Back in April, The Guardian newspaper published an article in its Business section on the supposed sanctions-evading trade relationship between Iran's Atomic Energy Organization and the massive British commodities broker Glencore. The article, written by Rupert Neale, was riddled with erroneous statements and speculative presumptions posing as facts.
Most egregious of these was the article's original headline, which read: "Glencore traded with Iranian supplier to nuclear weapons programme."
As should be perfectly clear to journalists and editors alike by now, international intelligence assessments consistently affirm that Iran has no nuclear weapons program. What Iran does have is a nuclear energy program with uranium enrichment facilities, all of which are under international safeguards, strictly monitored and routinely inspected by the IAEA. No move to divert nuclear material to military or weaponization purposes have ever been detected. This is consistently affirmed by U.S., British, Russian, and even Israeli intelligence, as well as the IAEA.
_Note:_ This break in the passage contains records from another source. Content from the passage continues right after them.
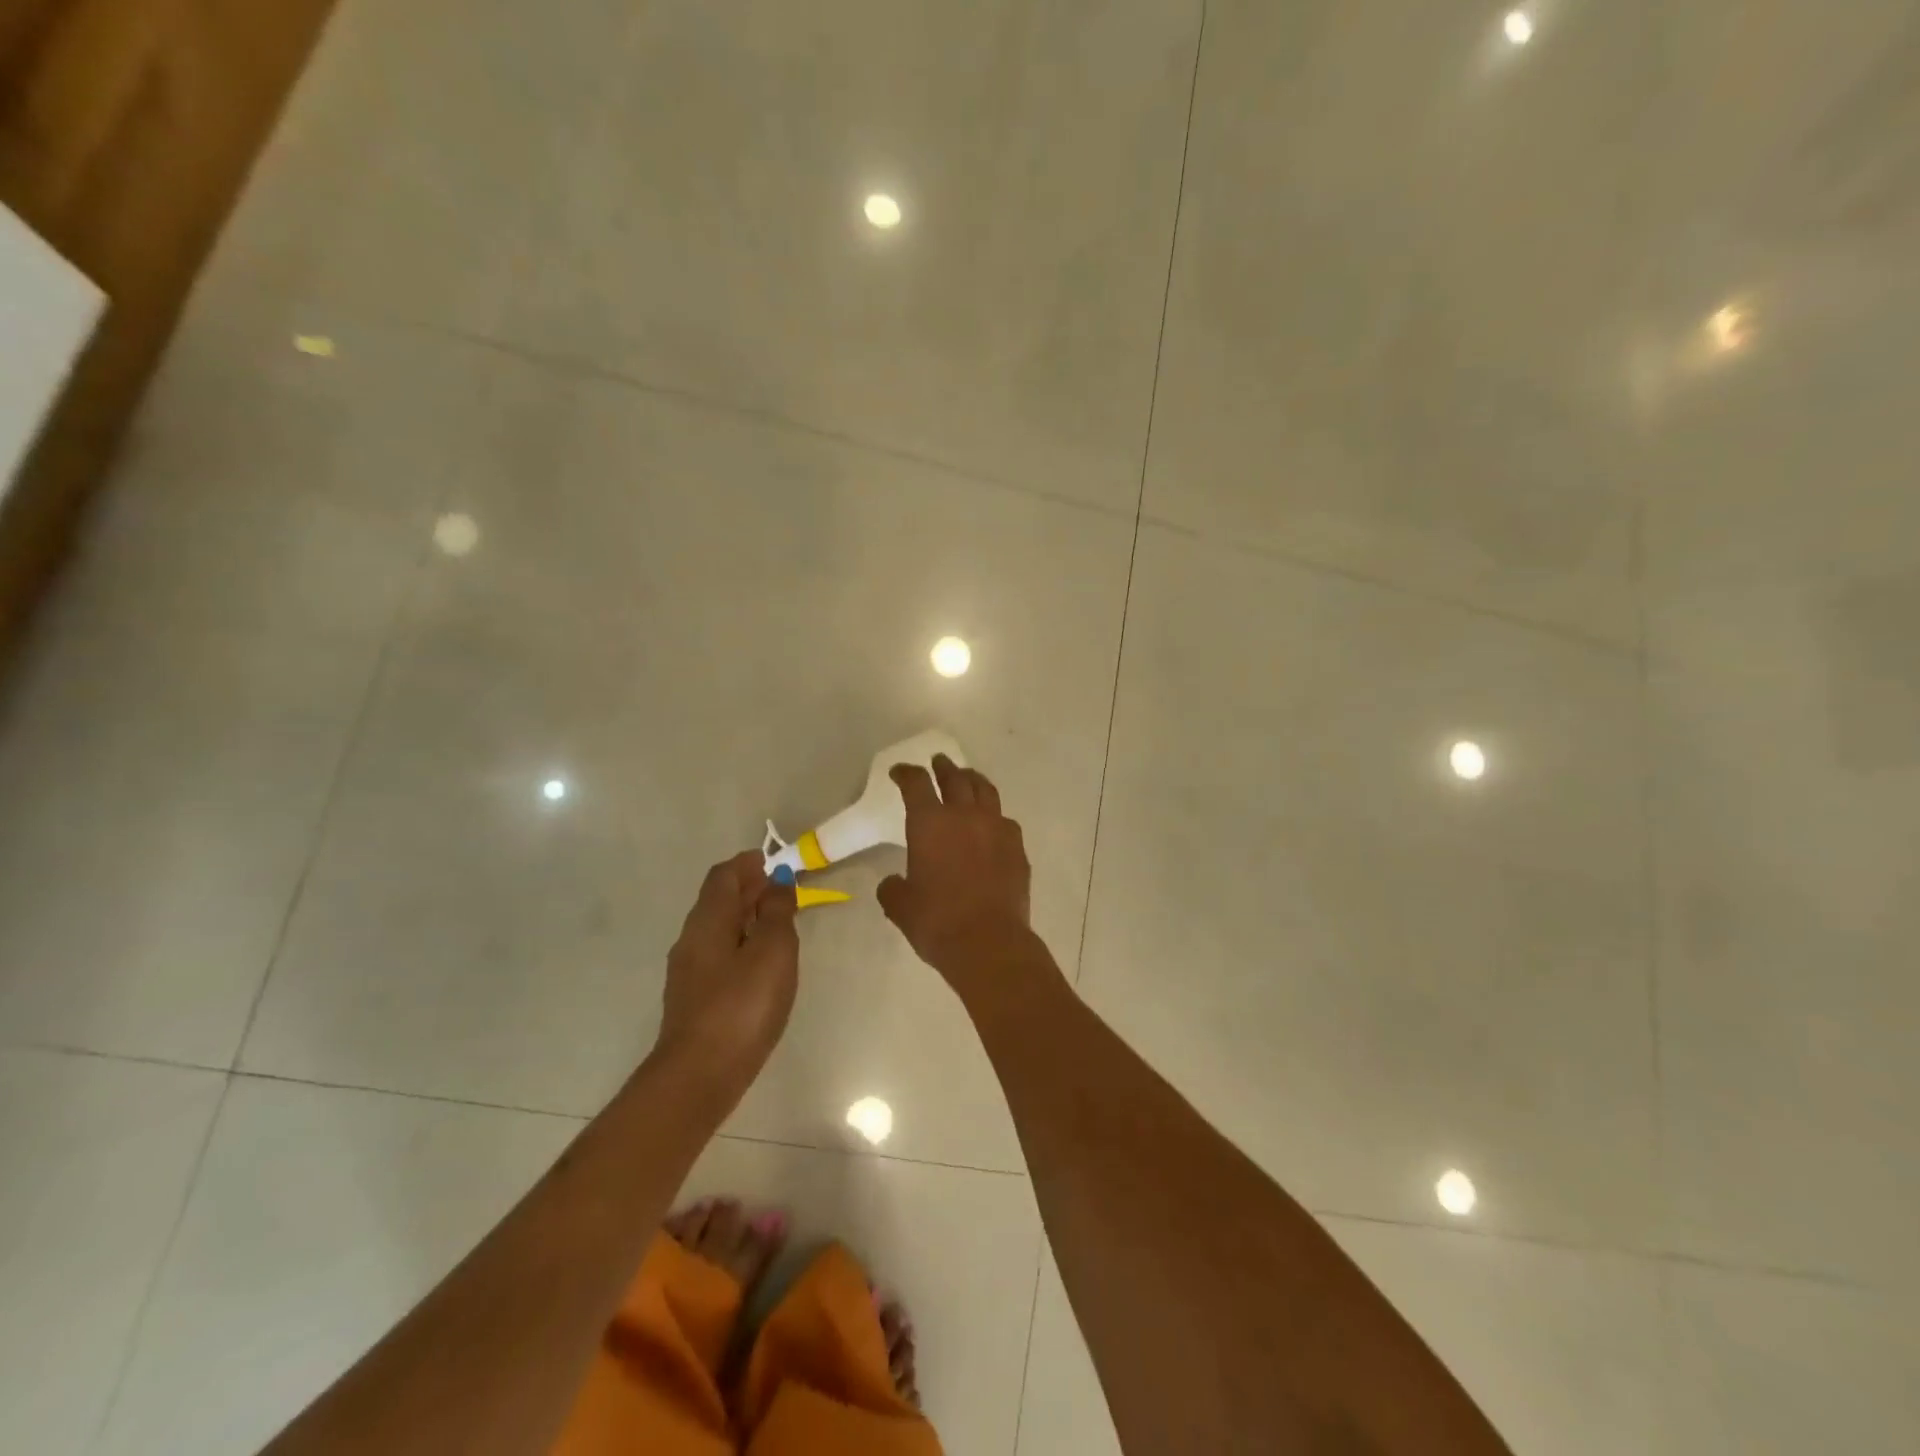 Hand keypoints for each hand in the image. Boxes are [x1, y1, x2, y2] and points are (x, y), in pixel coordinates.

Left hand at [653, 851, 798, 1098]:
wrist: (699, 1076)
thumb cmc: (742, 1005)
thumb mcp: (772, 951)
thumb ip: (777, 912)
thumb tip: (777, 880)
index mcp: (708, 920)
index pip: (724, 875)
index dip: (749, 864)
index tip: (775, 863)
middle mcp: (691, 938)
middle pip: (718, 900)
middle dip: (748, 889)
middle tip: (783, 891)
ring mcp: (688, 971)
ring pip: (718, 928)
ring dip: (745, 918)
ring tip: (778, 925)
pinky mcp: (694, 999)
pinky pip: (718, 954)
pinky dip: (740, 944)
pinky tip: (760, 964)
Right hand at [878, 755, 1041, 1004]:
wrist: (989, 942)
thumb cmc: (937, 922)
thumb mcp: (901, 906)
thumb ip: (893, 888)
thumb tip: (893, 882)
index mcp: (930, 823)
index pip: (916, 783)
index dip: (906, 773)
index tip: (899, 772)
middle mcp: (964, 816)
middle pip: (955, 778)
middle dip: (944, 767)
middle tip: (938, 762)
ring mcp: (996, 828)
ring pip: (985, 791)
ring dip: (973, 780)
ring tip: (968, 778)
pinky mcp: (1017, 847)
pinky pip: (1005, 820)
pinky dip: (994, 816)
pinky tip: (992, 824) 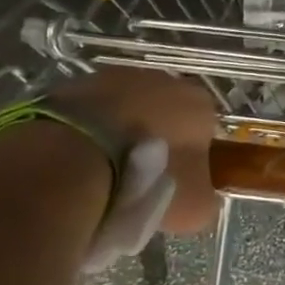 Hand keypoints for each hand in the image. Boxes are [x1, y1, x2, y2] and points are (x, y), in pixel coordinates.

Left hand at [53, 68, 219, 236]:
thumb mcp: (193, 207)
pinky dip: (90, 128)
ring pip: (128, 106)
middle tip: (141, 176)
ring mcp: (119, 76)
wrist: (76, 159)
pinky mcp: (79, 83)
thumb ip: (207, 198)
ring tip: (105, 169)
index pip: (205, 128)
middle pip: (167, 111)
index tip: (178, 181)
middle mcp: (165, 80)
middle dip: (157, 137)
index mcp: (200, 104)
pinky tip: (80, 156)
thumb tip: (203, 197)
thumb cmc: (147, 179)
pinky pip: (93, 109)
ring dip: (122, 129)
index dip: (192, 155) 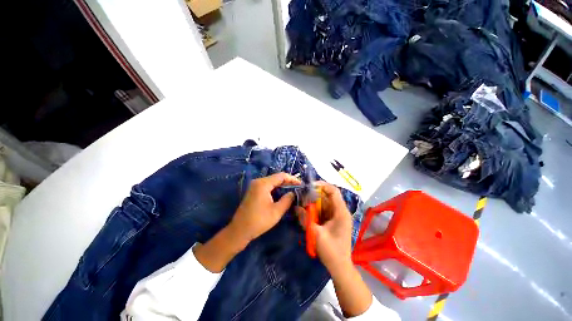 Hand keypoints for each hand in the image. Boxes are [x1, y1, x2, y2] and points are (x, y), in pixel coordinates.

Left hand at [195, 172, 299, 272]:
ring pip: (272, 182)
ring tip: (292, 190)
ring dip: (282, 185)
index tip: (301, 184)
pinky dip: (276, 189)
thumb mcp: (276, 211)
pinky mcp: (253, 191)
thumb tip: (293, 193)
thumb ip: (287, 200)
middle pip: (276, 178)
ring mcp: (255, 186)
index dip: (292, 179)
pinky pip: (267, 186)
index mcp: (263, 184)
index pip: (281, 176)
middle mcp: (258, 181)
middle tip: (298, 188)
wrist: (239, 231)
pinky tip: (282, 194)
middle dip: (288, 182)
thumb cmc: (259, 221)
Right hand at [295, 181, 352, 273]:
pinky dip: (314, 210)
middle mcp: (340, 211)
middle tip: (302, 196)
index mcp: (341, 212)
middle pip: (327, 196)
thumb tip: (296, 207)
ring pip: (324, 203)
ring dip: (313, 203)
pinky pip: (323, 210)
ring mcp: (336, 216)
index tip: (309, 186)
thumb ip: (305, 219)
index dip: (322, 185)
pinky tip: (306, 213)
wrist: (339, 267)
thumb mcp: (316, 234)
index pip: (333, 191)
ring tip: (302, 204)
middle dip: (314, 195)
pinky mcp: (332, 221)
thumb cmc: (331, 251) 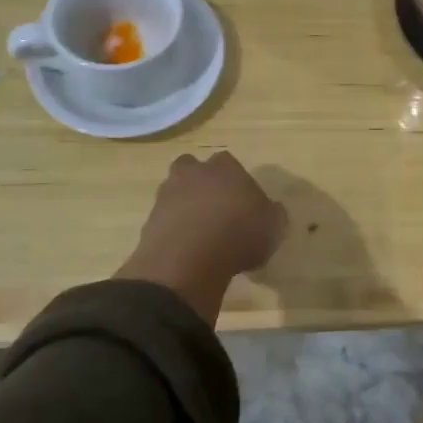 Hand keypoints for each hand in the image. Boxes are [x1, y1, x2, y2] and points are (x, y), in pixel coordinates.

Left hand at [115, 151, 286, 321]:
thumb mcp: (273, 227)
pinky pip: (164, 219)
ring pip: (175, 192)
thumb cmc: (239, 235)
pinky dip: (173, 230)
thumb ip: (273, 214)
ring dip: (184, 206)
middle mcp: (193, 173)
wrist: (189, 259)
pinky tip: (184, 249)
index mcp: (225, 167)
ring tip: (198, 233)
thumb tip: (272, 210)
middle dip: (201, 184)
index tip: (242, 202)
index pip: (229, 163)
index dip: (235, 181)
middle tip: (215, 209)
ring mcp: (167, 194)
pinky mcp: (149, 220)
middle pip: (194, 169) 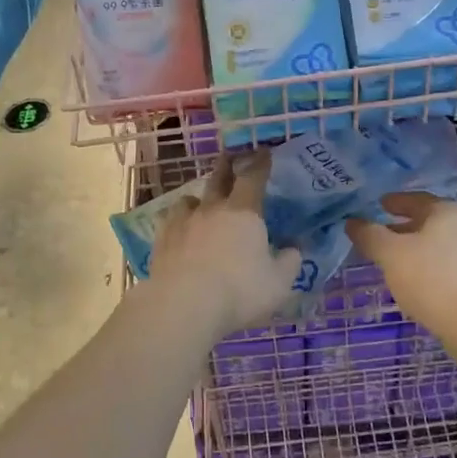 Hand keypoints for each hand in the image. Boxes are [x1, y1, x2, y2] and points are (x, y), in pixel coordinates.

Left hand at [149, 156, 302, 336]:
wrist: (184, 305)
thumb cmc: (239, 291)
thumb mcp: (278, 283)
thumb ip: (290, 262)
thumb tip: (295, 248)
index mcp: (244, 212)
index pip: (254, 177)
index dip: (260, 163)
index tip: (264, 152)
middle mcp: (212, 209)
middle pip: (218, 178)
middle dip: (226, 166)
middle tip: (229, 157)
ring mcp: (183, 222)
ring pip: (190, 199)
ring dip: (198, 198)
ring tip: (201, 203)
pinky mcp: (161, 240)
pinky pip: (169, 221)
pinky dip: (176, 221)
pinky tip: (177, 229)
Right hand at [347, 193, 456, 333]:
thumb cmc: (430, 278)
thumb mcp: (390, 253)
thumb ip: (369, 234)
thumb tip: (352, 222)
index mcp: (446, 211)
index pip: (415, 198)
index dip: (394, 201)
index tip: (378, 205)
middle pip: (426, 221)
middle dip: (401, 227)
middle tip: (378, 234)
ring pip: (435, 244)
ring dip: (412, 248)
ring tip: (390, 259)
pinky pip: (443, 263)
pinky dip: (425, 265)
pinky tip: (411, 279) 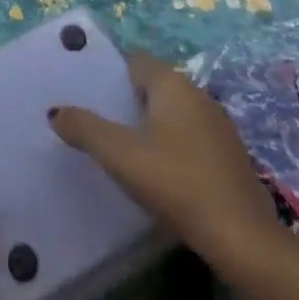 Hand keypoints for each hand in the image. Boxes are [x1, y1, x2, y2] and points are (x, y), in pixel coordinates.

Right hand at [48, 51, 289, 277]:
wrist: (243, 239)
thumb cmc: (176, 182)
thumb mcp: (120, 155)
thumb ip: (85, 128)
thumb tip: (55, 112)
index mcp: (172, 83)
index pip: (135, 60)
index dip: (110, 71)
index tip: (88, 90)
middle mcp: (198, 93)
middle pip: (153, 85)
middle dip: (127, 99)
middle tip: (99, 121)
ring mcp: (219, 124)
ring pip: (173, 112)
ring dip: (150, 124)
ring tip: (124, 148)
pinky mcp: (230, 155)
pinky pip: (191, 136)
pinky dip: (172, 145)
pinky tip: (160, 172) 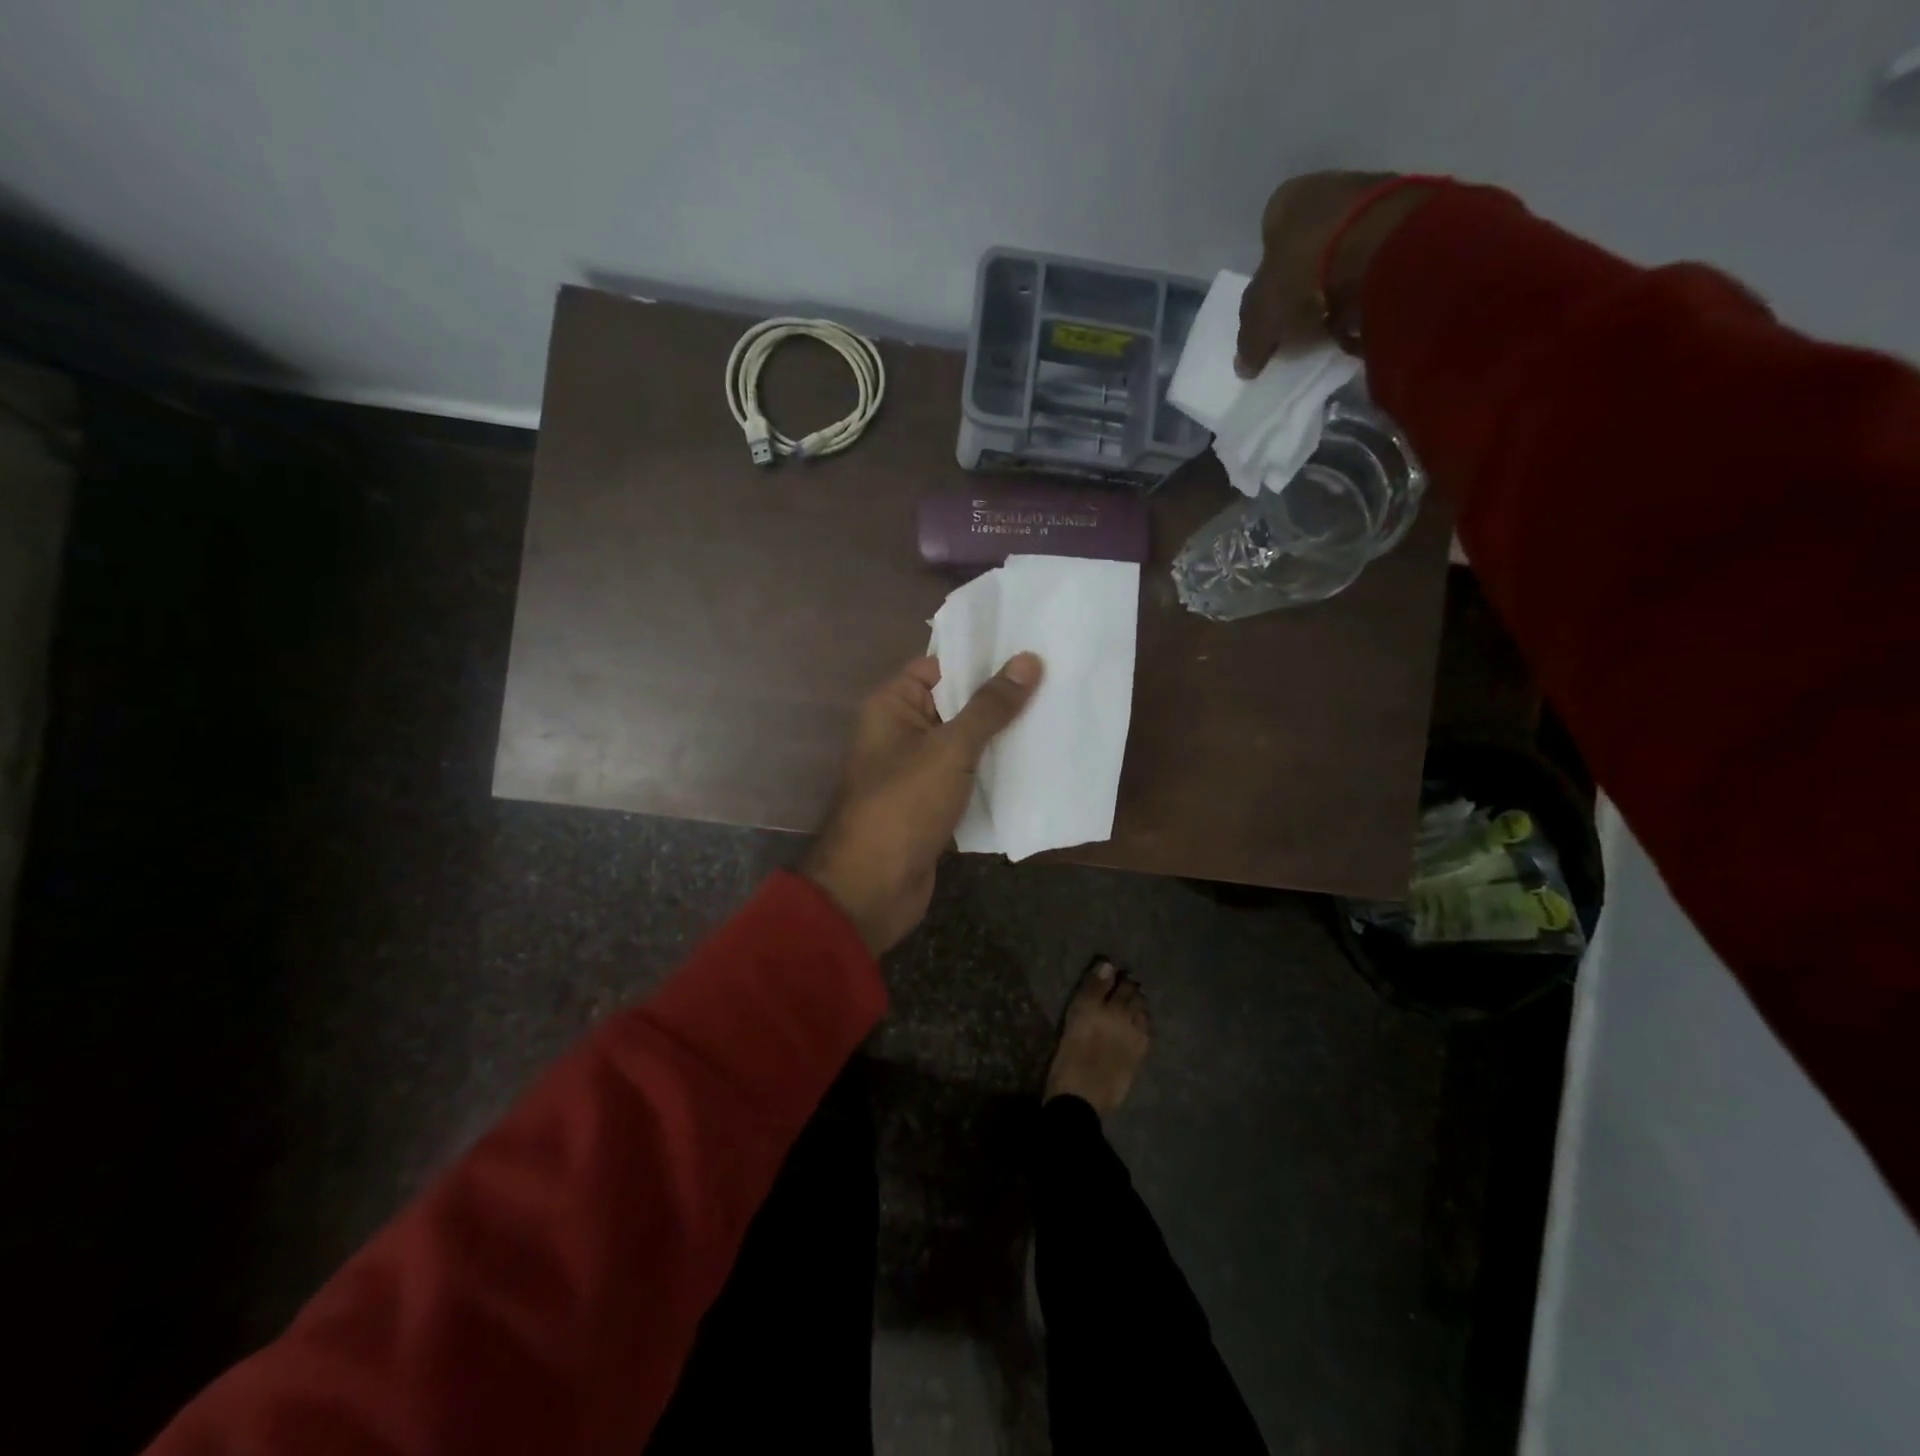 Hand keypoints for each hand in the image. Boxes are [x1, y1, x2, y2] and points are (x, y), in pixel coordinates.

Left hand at [801, 652, 1041, 953]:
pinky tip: (1039, 763)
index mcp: (893, 705)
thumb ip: (990, 706)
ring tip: (1058, 714)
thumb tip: (1028, 660)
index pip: (941, 665)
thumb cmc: (904, 804)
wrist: (873, 886)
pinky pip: (969, 776)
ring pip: (966, 743)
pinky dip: (997, 772)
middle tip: (1057, 678)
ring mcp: (918, 770)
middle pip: (957, 704)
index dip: (982, 657)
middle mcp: (902, 731)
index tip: (1031, 648)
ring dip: (1004, 736)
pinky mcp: (934, 803)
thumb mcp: (950, 749)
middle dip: (1002, 697)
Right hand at [1235, 170, 1438, 373]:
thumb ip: (1250, 340)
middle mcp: (1327, 186)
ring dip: (1341, 279)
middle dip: (1306, 278)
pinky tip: (1368, 306)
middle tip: (1305, 318)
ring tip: (1339, 319)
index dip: (1269, 278)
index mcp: (1284, 201)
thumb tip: (1244, 366)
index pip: (1268, 240)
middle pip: (1308, 242)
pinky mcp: (1409, 211)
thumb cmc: (1305, 274)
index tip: (1276, 311)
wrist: (1386, 248)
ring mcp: (1372, 193)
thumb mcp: (1262, 316)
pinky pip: (1379, 253)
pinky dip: (1372, 279)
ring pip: (1345, 245) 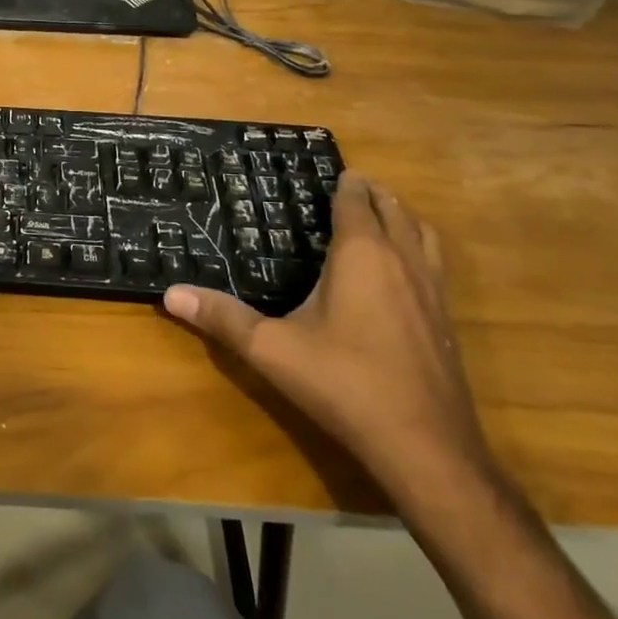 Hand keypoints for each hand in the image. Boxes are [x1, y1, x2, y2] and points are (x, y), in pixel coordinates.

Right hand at [163, 172, 493, 507]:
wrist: (426, 448)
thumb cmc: (344, 384)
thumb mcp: (271, 349)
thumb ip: (222, 318)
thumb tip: (170, 294)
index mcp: (362, 255)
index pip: (357, 202)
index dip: (346, 183)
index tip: (332, 170)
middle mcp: (403, 262)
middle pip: (395, 211)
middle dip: (374, 194)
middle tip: (350, 186)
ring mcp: (432, 292)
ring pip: (424, 235)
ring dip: (403, 218)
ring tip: (380, 217)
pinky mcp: (447, 323)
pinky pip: (435, 266)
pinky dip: (419, 250)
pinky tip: (400, 276)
Referring to a "weapons" program, then, is a rather disturbing and reoccurring feature of mainstream media reporting on Iran.
Subsequent to its initial publication, The Guardian corrected its erroneous headline; the reference to a "weapons" program in the headline was removed, as were other speculative and counter-factual statements in the actual body of the article. Unfortunately, there is still an uncorrected error in Neale's April article, which has yet to be corrected.
An official corrective citation was added to article: "The headline and text on this article were amended on 24 April 2013 to refer to Iran's nuclear programme, rather than its nuclear weapons programme," it reads.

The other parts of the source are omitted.